Most people agree that you use unsigned binary (UB) as the representation system for unsigned int. For machines with 32-bit words, you use 32-bit UB.
However, the intuitive choice for signed int is not the way machines stored signed int. Most people would think of using signed magnitude (SM). However, SM and 1C (one's complement) have problems. Both representation systems have two representations for 0. On the whole, this isn't such a big problem, but it does make hardware more complicated.
We're going to study two's complement (2C) representation. This is the representation system that is used to represent signed int on machines. If you declare an int variable, the computer stores the values using 2C.
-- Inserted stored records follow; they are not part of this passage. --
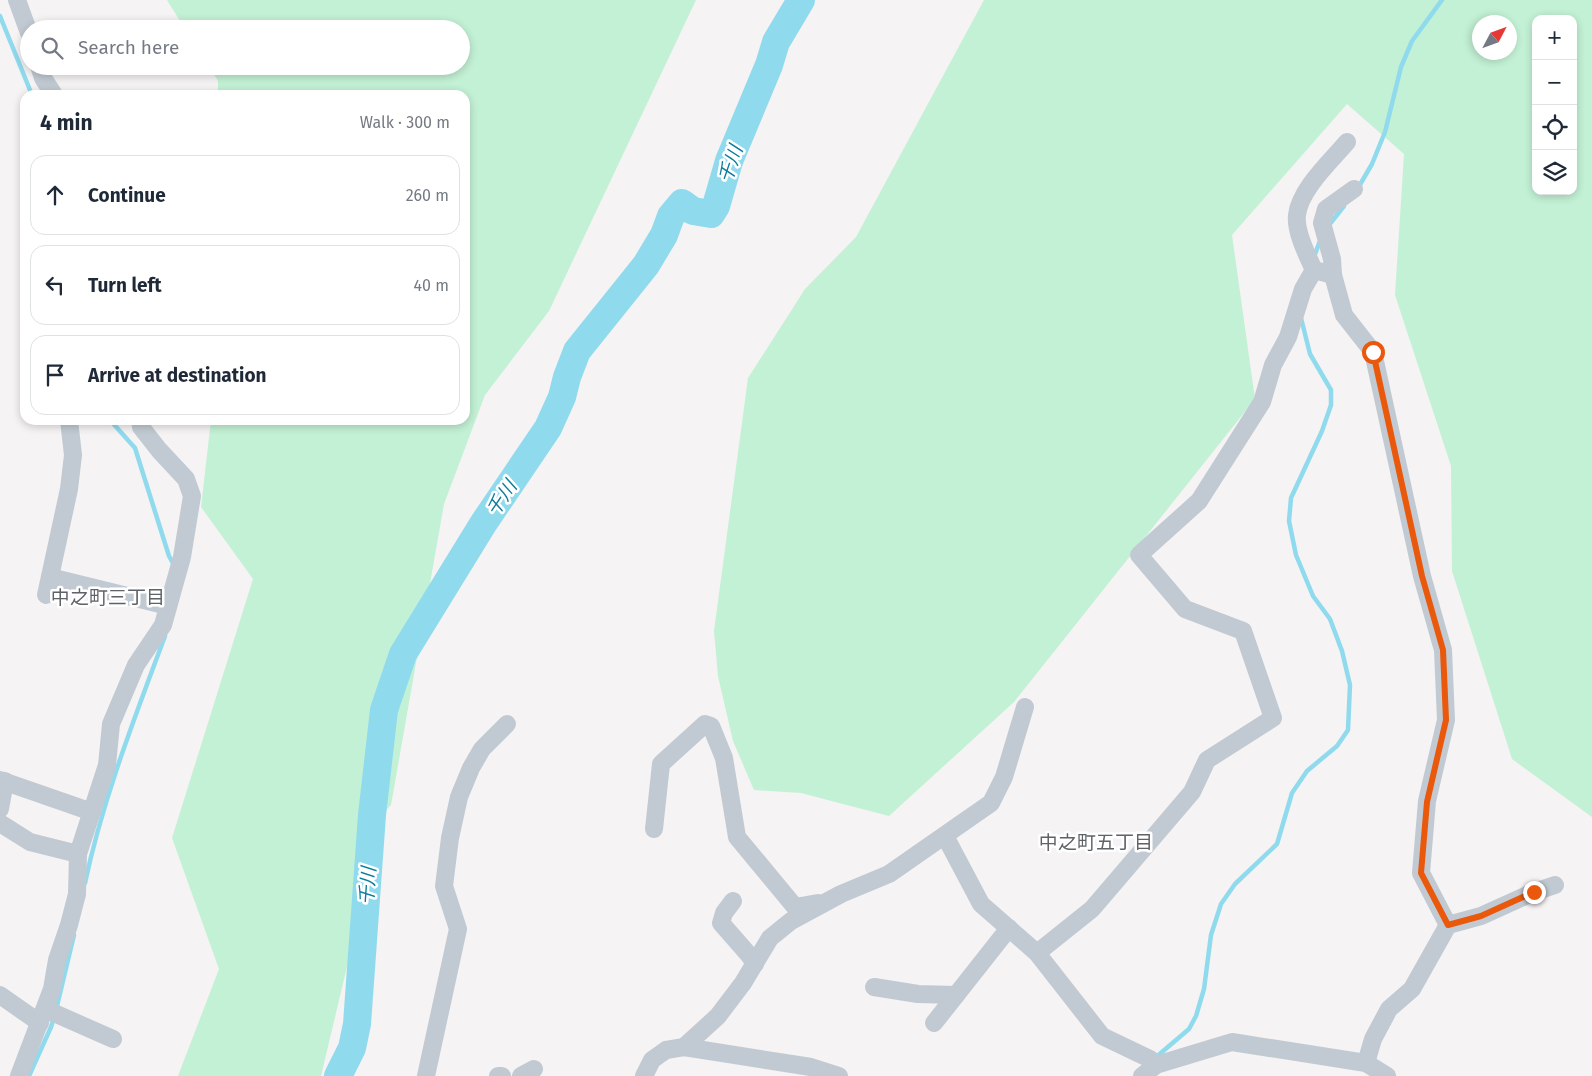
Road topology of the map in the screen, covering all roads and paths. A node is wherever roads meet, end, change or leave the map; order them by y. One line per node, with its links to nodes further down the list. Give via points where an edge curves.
1 (17, 0): 2 (street)
2 (24, 20)
3 (41, 80): 4 (street)
4 (50, 90)
5 (1347, 142): 7 (street, via 1300,202 1297,216 1302,246)
6 (1354, 189): 8 (street, via 1326,209 1322,223)
7 (1314, 270): 8 (street); 28 (street, via 1303,289 1288,337 1273,365 1262,402 1199,501 1139,555 1184,608 1243,630 1273,718 1207,760 1192,792 1092,909)
8 (1333, 275): 26 (street, via 1344,315 1373,352 1422,576 1443,650 1446,720 1427,802 1421,873)
9 (70, 425): 11 (street, via 73,454 69,489)
10 (141, 425): 13 (street, via 186,479 192,496 182,557)
11 (50, 577): 12 (street); 13 (street)
12 (46, 595)
13 (168, 606): 18 (street, via 163,625 136,665 111,724 107,764)
14 (1025, 707): 21 (street, via 1004,777 991,802)
15 (507, 724): 41 (street, via 482,748 459,797 444,886 458,929)
16 (2, 781): 17 (street); 18 (street)
17 (0, 809)
18 (92, 812): 22 (street)
19 (0, 823): 22 (street, via 30,842)
20 (654, 829): 25 (street, via 661,764 705,724 711,726 724,758 737,837 795,907)
21 (945, 836): 25 (street, via 889,874); 27 (street, via 980,904)
22 (78, 854): 33 (street, via 77,894)
23 (1555, 885): 26 (street, via 1481,916)
24 (733, 901): 29 (street, via 721,923)
25 (826, 902): 29 (street, via 791,921 770,938)
26 (1448, 925): 37 (street, via 1412,989 1389,1009 1373,1039)
27 (1009, 928): 28 (street); 32 (street)
28 (1037, 953): 38 (street, via 1102,1036 1150,1059)
29 (755, 964): 36 (street, via 718,1016)
30 (874, 987): 32 (street, via 918,994)
31 (0, 994): 33 (street)
32 (956, 995): 34 (street)
33 (42, 1016): 35 (street); 40 (street)
34 (934, 1023)
35 (113, 1039)
36 (684, 1047): 39 (street, via 811,1067); 42 (street, via 666,1050 652,1060)
37 (1366, 1063): 38 (street, via 1232,1042); 44 (street)
38 (1149, 1070)
39 (820, 1073): 43 (street)
40 (19, 1076)
41 (426, 1076)
42 (644, 1076)
43 (839, 1076)
44 (1387, 1076)

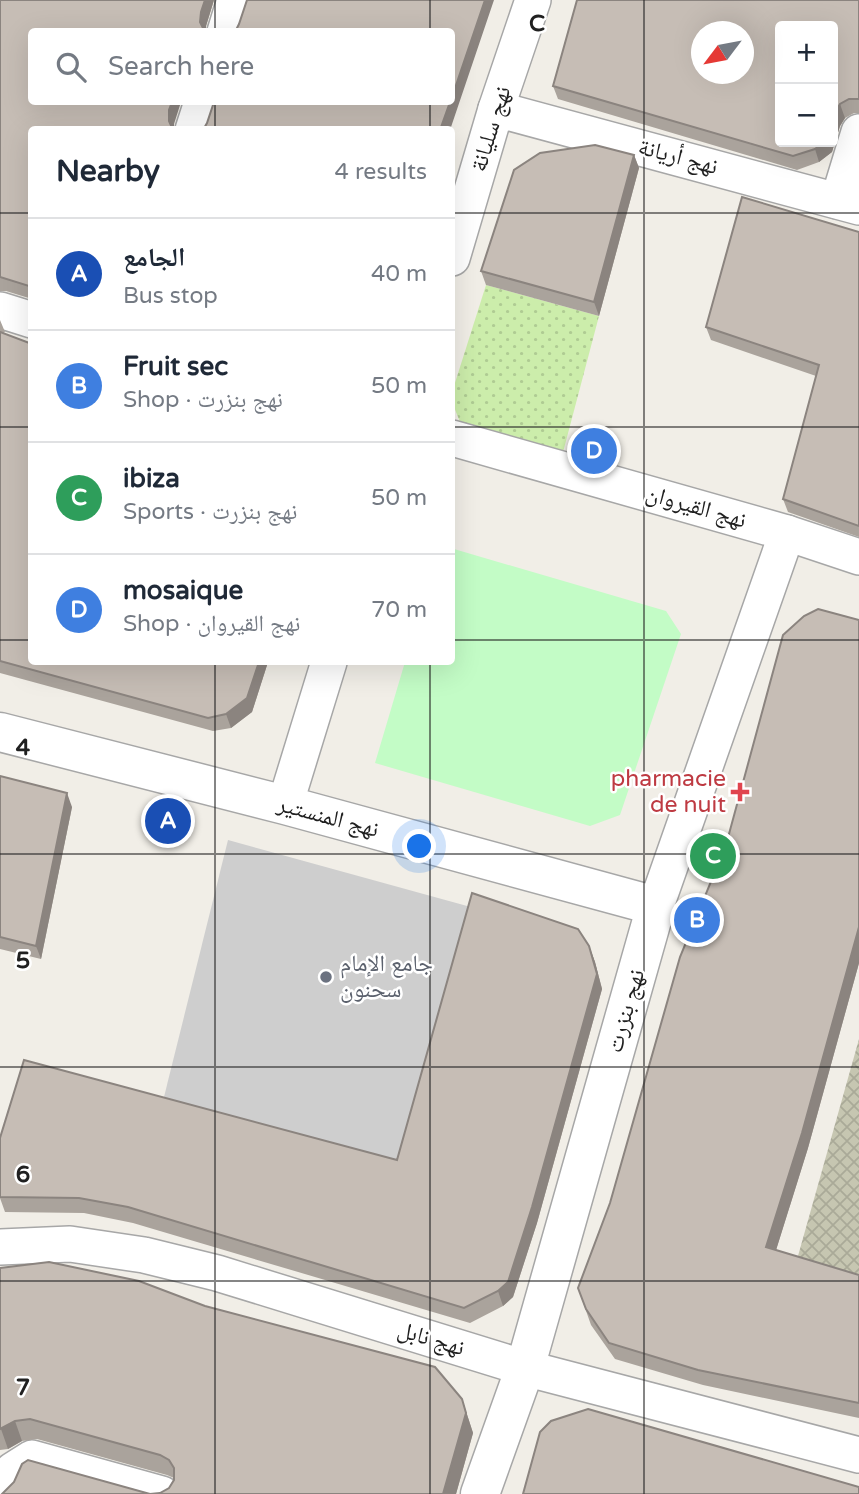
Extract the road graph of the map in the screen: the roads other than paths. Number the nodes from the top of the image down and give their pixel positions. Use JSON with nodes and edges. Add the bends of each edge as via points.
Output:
{"nodes":[{"id":1,"x":236,"y":0,"type":"edge"},
{"id":2,"x":533,"y":0,"type":"edge"},
{"id":3,"x":226,"y":28,"type":"edge"},
{"id":4,"x":201,"y":105,"type":"edge"},
{"id":5,"x":496,"y":109,"type":"junction"},
{"id":6,"x":194,"y":126,"type":"edge"},
{"id":7,"x":859,"y":132,"type":"edge"},
{"id":8,"x":849,"y":204,"type":"edge"},
{"id":9,"x":455,"y":248,"type":"edge"},
{"id":10,"x":0,"y":310,"type":"edge"},
{"id":11,"x":28,"y":319,"type":"edge"},
{"id":12,"x":455,"y":439,"type":"edge"},
{"id":13,"x":787,"y":533,"type":"junction"},
{"id":14,"x":859,"y":556,"type":"edge"},
{"id":15,"x":328,"y":665,"type":"edge"},
{"id":16,"x":0,"y":732,"type":"edge"},
{"id":17,"x":285,"y":805,"type":"junction"},
{"id":18,"x":656,"y":906,"type":"junction"},
{"id":19,"x":0,"y":1247,"type":"edge"},
{"id":20,"x":525,"y":1368,"type":"junction"},
{"id":21,"x":859,"y":1455,"type":"edge"},
{"id":22,"x":3,"y":1494,"type":"edge"},
{"id":23,"x":162,"y":1494,"type":"edge"},
{"id":24,"x":480,"y":1494,"type":"edge"}],
"edges":[{"from":1,"to":3,"type":"street"},
{"from":2,"to":5,"type":"street","name":"نهج سليانة"},
{"from":4,"to":6,"type":"street"},
{"from":5,"to":8,"type":"street","name":"نهج أريانة"},
{"from":5,"to":9,"type":"street","name":"نهج سليانة"},
{"from":7,"to":8,"type":"street"},
{"from":10,"to":11,"type":"street"},
{"from":12,"to":13,"type":"street","name":"نهج القيروان"},
{"from":13,"to":14,"type":"street","name":"نهج القيروان"},
{"from":13,"to":18,"type":"street","name":"نهج بنزرت"},
{"from":15,"to":17,"type":"street"},
{"from":16,"to":17,"type":"street","name":"نهج المنستير"},
{"from":17,"to":18,"type":"street","name":"نهج المنستير"},
{"from":18,"to":20,"type":"street","name":"نهج بنزرت"},
{"from":19,"to":20,"type":"street","name":"نهج نابل","via":[[70,1244],[144,1255],[217,1273]]},
{"from":20,"to":21,"type":"street","name":"نهج نابل"},
{"from":20,"to":24,"type":"street","name":"نهج بنزرت"},
{"from":22,"to":23,"type":"street","via":[[13,1470],[33,1458]]}]}
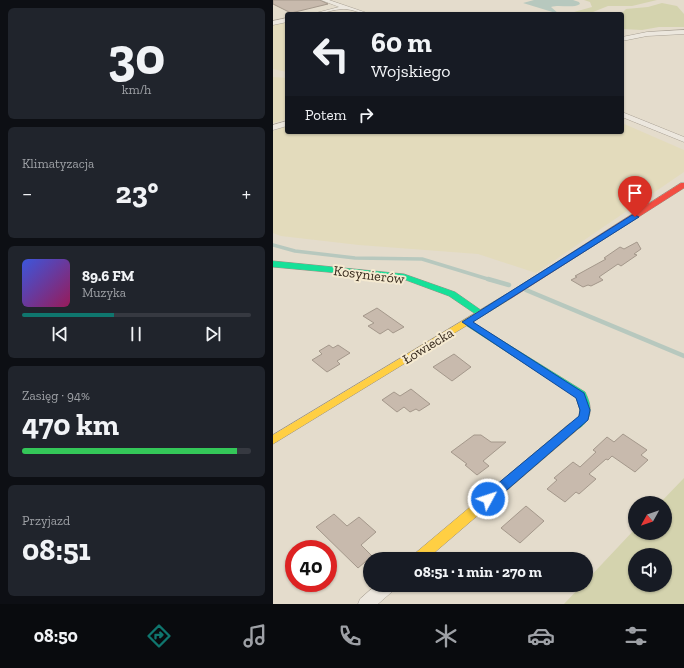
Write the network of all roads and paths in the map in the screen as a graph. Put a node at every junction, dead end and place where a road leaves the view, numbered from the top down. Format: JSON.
{"nodes":[{"id":1,"x":324,"y":0,"type":"edge"},
{"id":2,"x":345,"y":7,"type":"junction"},
{"id":3,"x":324,"y":12,"type":"edge"},
{"id":4,"x":361,"y":12,"type":"edge"},
{"id":5,"x":285,"y":20,"type":"edge"},
{"id":6,"x":273,"y":23,"type":"edge"},
{"id":7,"x":684,"y":32,"type":"edge"},
{"id":8,"x":624,"y":39,"type":"edge"},
{"id":9,"x":624,"y":115,"type":"edge"},
{"id":10,"x":285,"y":124,"type":"edge"},
{"id":11,"x":273,"y":128,"type":"edge"},
{"id":12,"x":684,"y":140,"type":"edge"},
{"id":13,"x":684,"y":185,"type":"edge"},
{"id":14,"x":273,"y":264,"type":"edge"},
{"id":15,"x":480,"y":314,"type":"junction"},
{"id":16,"x":467,"y":322,"type":"junction"},
{"id":17,"x":273,"y":440,"type":"edge"},
{"id":18,"x":427,"y":552,"type":"edge"},
{"id":19,"x":380,"y":592,"type":"edge"},
{"id":20,"x":366,"y":604,"type":"edge"}],
"edges":[{"from":1,"to":2,"type":"street"},
{"from":2,"to":3,"type":"street"},
{"from":2,"to":4,"type":"street"},
{"from":5,"to":6,"type":"street"},
{"from":7,"to":8,"type":"street"},
{"from":9,"to":12,"type":"street"},
{"from":10,"to":11,"type":"street"},
{"from":13,"to":15,"type":"street","name":"Łowiecka"},
{"from":14,"to":15,"type":"street","name":"Kosynierów"},
{"from":15,"to":16,"type":"street","name":"Łowiecka"},
{"from":16,"to":17,"type":"street","name":"Łowiecka"},
{"from":16,"to":18,"type":"street"},
{"from":19,"to":20,"type":"street"}]}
At first, you're going to wonder why we use 2C. It's going to seem like a bizarre representation. Yet, it has several nice properties. In particular, it has a single zero, and you can add two 2C numbers using the same hardware as you do for adding two UB numbers, and get the correct 2C answer (provided the answer doesn't overflow, i.e., it lies within the range of permissible 32-bit 2C values). You can't do that with 1C or SM. You'd have to build specialized hardware to do addition for 1C or SM that's different from the hardware for UB.
Here's a great example of a useful representation. 2C has nice properties as a representation, which is why we use it.
We want to negate B. Thus, if B is negative, then -B is non-negative. If B is non-negative, then -B is negative.
We are negating the 2C representation of B. That is, we're telling you how to manipulate the bits so the corresponding value is the negative of the value before changing the bits.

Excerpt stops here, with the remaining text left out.